Preciso de escrever uma carta à Molly , Seis meses sem ti meu amor

 "Preciso de escrever uma carta à Molly". Levantou-se da mesa e dirigiu-se assim ao escritório, resoluta, como se escrever uma carta à Molly fosse uma natural e urgente necessidade, como quem vai ali à casa de banho, ou vai ali desligar o forno, acto que caso não fosse feito, algum resultado terrível e irrecuperável se manifestasse... Mas é assim que é sentido. E se assim é sentido, assim é vivido. De outra forma, a vida é uma farsa e isso não é para o nós.

Querida Molly

Não imaginas como a vida aqui sem ti continua. Sabes? Temos agora dois gatos! Dois seres maléficos e satânicos, como o são todos os gatos, que a menina fez o favor de trazer cá para casa...Ah, é verdade, ainda conheceste o Timmy Boy, esse anjo revelado mais tarde, um amor de gato, que chegou escanzelado e tímido, de olhos verdes e grandes, a preencher-lhe grande parte do focinho, como lanternas acesas, que assistiu a tudo. À nossa luta, às forças resgatadas de lugares desconhecidos até ali, à esperança desgastada, à tua partida, à morte, à tristeza disfarçada de aceitação, à dor fingida de resignação.

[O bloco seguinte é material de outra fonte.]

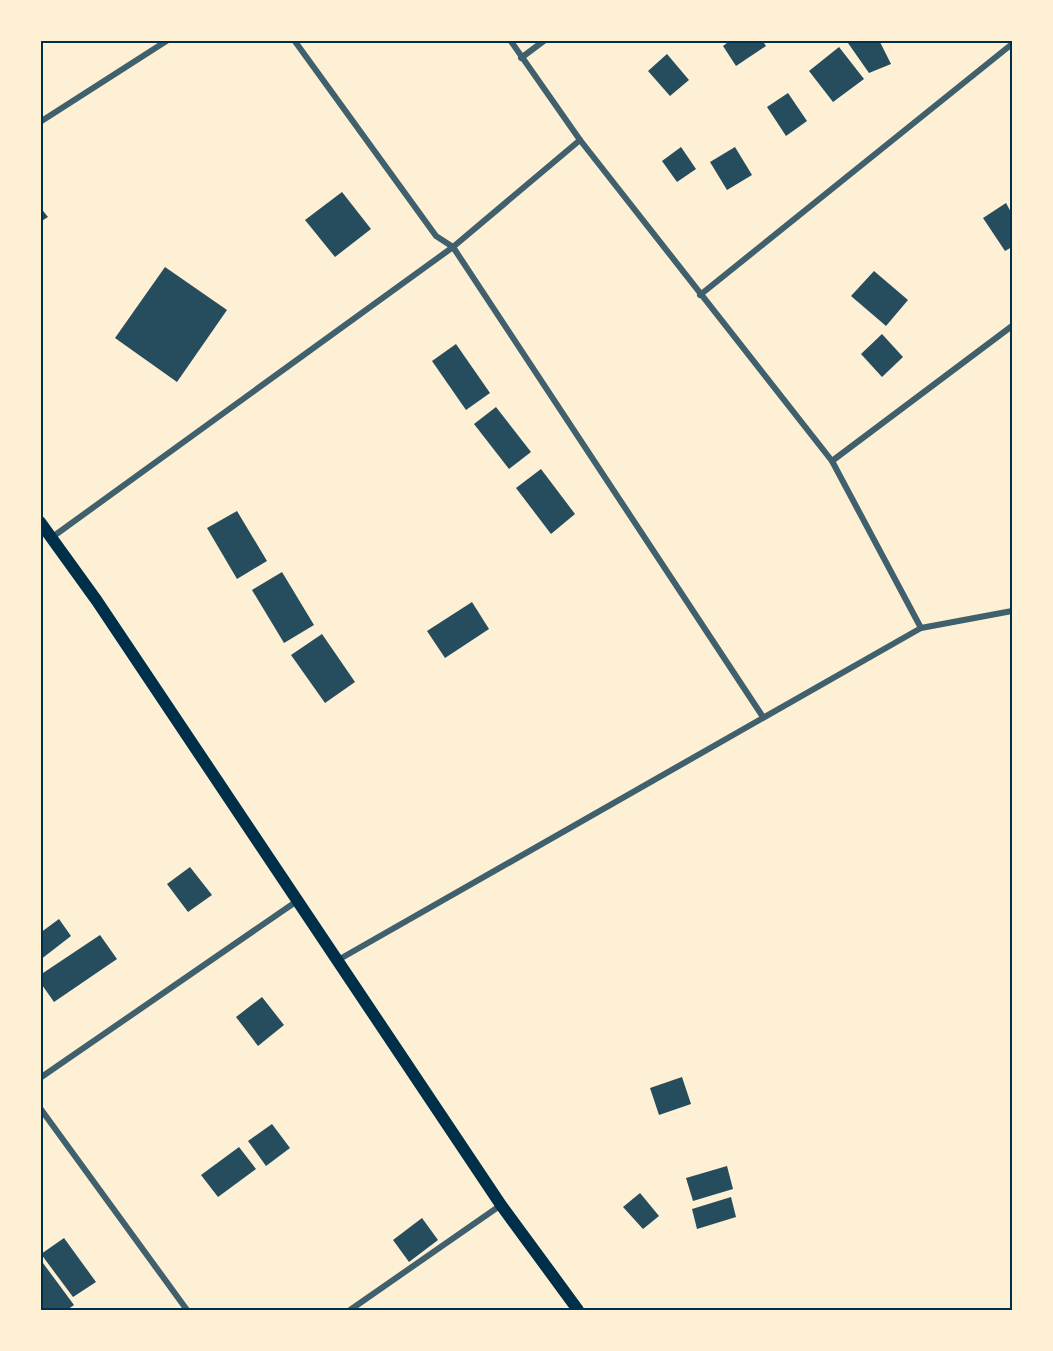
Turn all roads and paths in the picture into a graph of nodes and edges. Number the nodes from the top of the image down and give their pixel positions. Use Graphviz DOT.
graph roads {
  1 [pos="168,40"];
  2 [pos="294,40"];
  3 [pos="510,40"];
  4 [pos="545,40"];
  5 [pos="1012,44"];
  6 [pos="521,58"];
  7 [pos="40,122"];
  8 [pos="580,140"];
  9 [pos="453,247"];
  10 [pos="700,295"];
  11 [pos="1012,327"];
  12 [pos="832,461"];
  13 [pos="40,522"];
  14 [pos="51,538"];
  15 [pos="1012,611"];
  16 [pos="921,628"];
  17 [pos="763,717"];
  18 [pos="297,901"];
  19 [pos="338,960"];
  20 [pos="40,1078"];
  21 [pos="40,1108"];
  22 [pos="501,1205"];
  23 [pos="187,1311"];
  24 [pos="350,1311"];
  25 [pos="578,1311"];
  1 -- 7 [label="street"];
  2 -- 9 [label="street"];
  3 -- 6 [label="street"];
  4 -- 6 [label="street"];
  5 -- 10 [label="street"];
  6 -- 8 [label="street"];
  8 -- 9 [label="street"];
  8 -- 10 [label="street"];
  9 -- 14 [label="street"];
  9 -- 17 [label="street"];
  10 -- 12 [label="street"];
  11 -- 12 [label="street"];
  12 -- 16 [label="street"];
  13 -- 14 [label="main road"];
  14 -- 18 [label="main road"];
  15 -- 16 [label="street"];
  16 -- 17 [label="street"];
  17 -- 19 [label="street"];
  18 -- 19 [label="main road"];
  18 -- 20 [label="street"];
  19 -- 22 [label="main road"];
  21 -- 23 [label="street"];
  22 -- 24 [label="street"];
  22 -- 25 [label="main road"];
}
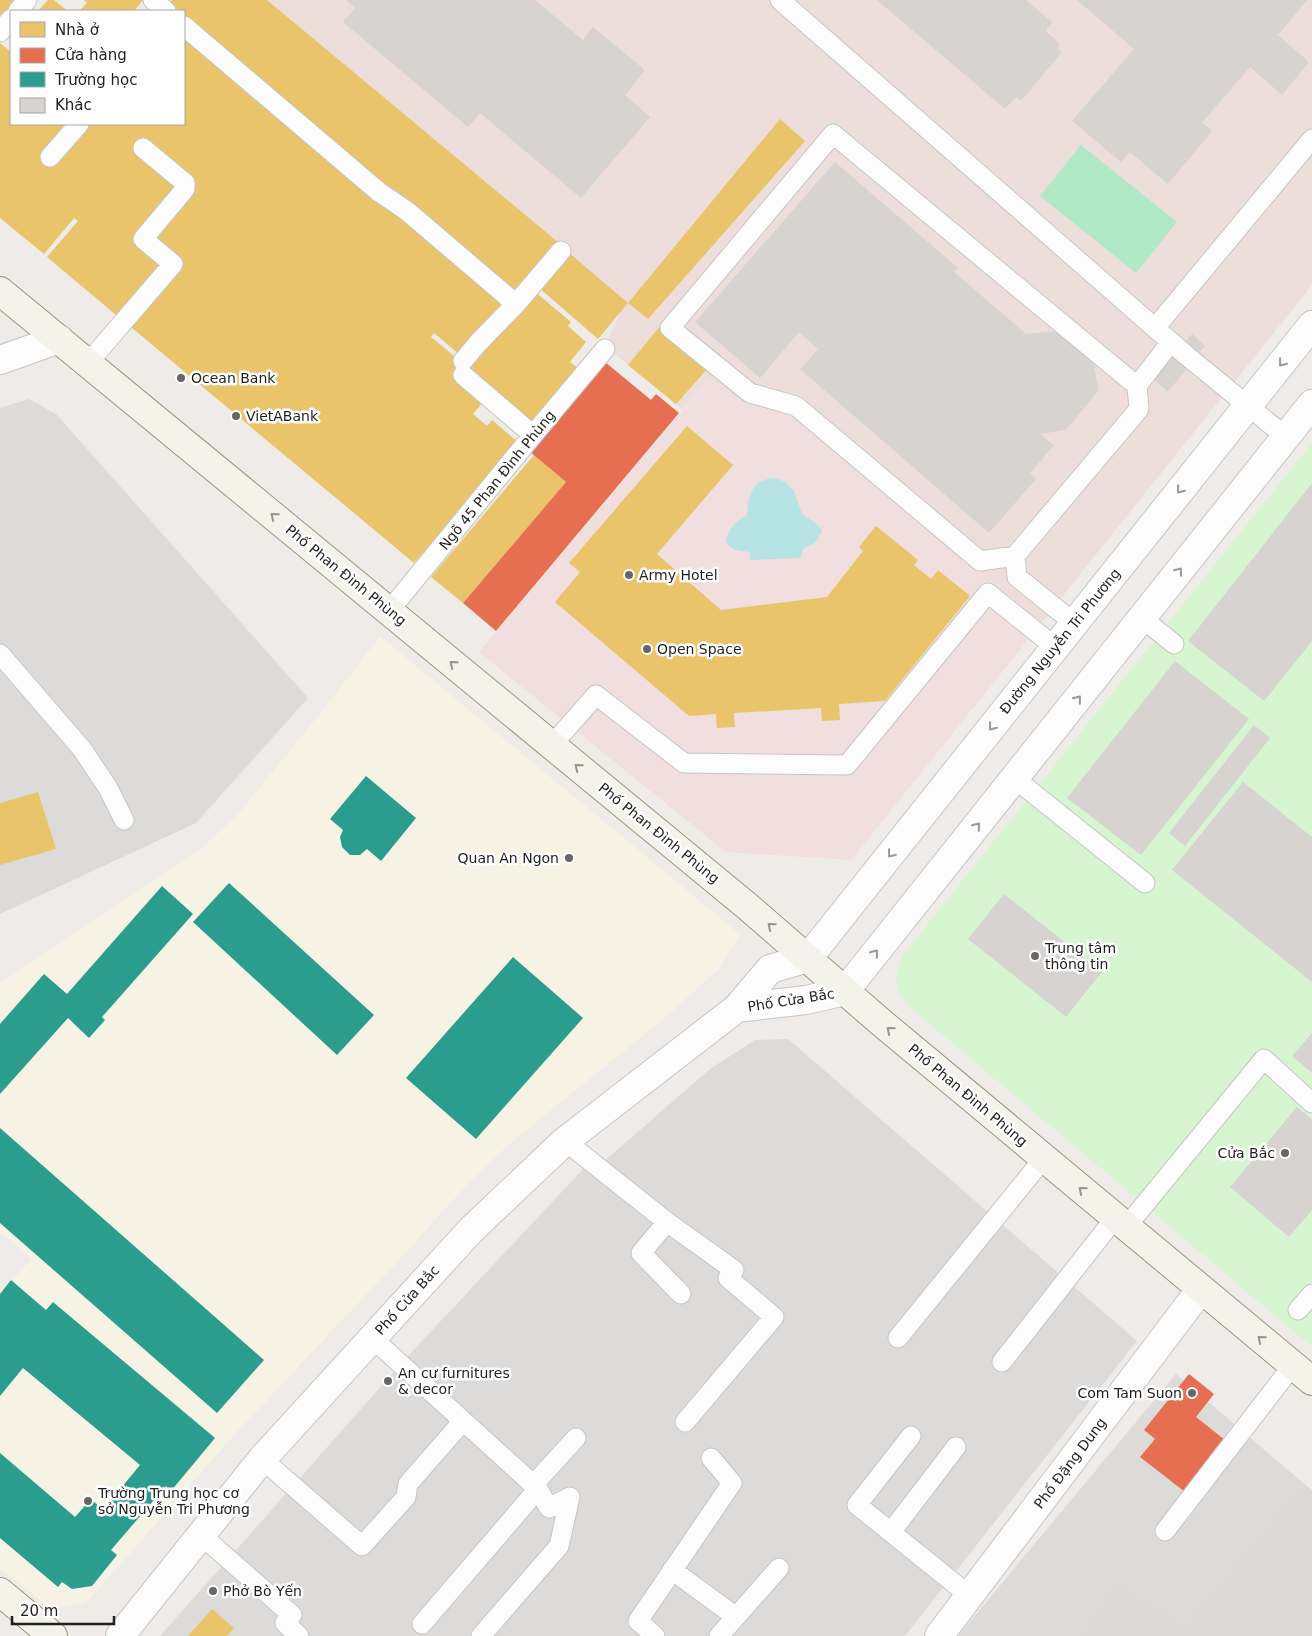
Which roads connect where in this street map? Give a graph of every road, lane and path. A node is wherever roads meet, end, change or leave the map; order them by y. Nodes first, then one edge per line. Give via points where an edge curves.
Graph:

Revelou-se um anjo, o meu Timmy, um verdadeiro anjo, que tem uma compreensão muito para além do compreensível. Olha-me e ele sabe e eu sei. Não precisamos falar. Ele ensinou-me a gostar de gatos, imaginas isso Molita? Eu?! Gostar de gatos?! Pois o Timão conquistou-me... Mas para além deste bicho, a menina trouxe também, passado pouco tempo de tu partires, a Olívia, uma desmiolada, uma destravada, uma gata sem juízo nenhum, uma filha rebelde, com tudo o que sempre me fez detestar gatos. E no fundo ainda detesto, sabes? Mas a Olívia, para além desse diabrete à solta pela casa, tem também uma faceta singular. Muito singular. Fala comigo! Fala! Juro que fala! E depois, claro...conquistou-me também. Talvez eu tenha um coração de manteiga. (não tenho!!!), mas esta miúda, completamente destravada, é como uma filha rebelde. Desafiadora, sempre a testar-nos e a medir forças. Teimosa, difícil, que dá luta e nos obriga a nunca baixar os braços, se a quisermos educar. E nós queremos e jamais desistiremos, por muito trabalho que dê! Como um filho! Mas depois...depois, quando ela fala comigo, eu derroto-me completamente. A sério Molly, nunca pensei que um estúpido gato pudesse fazer-me sentir assim, sentir isto. Amor.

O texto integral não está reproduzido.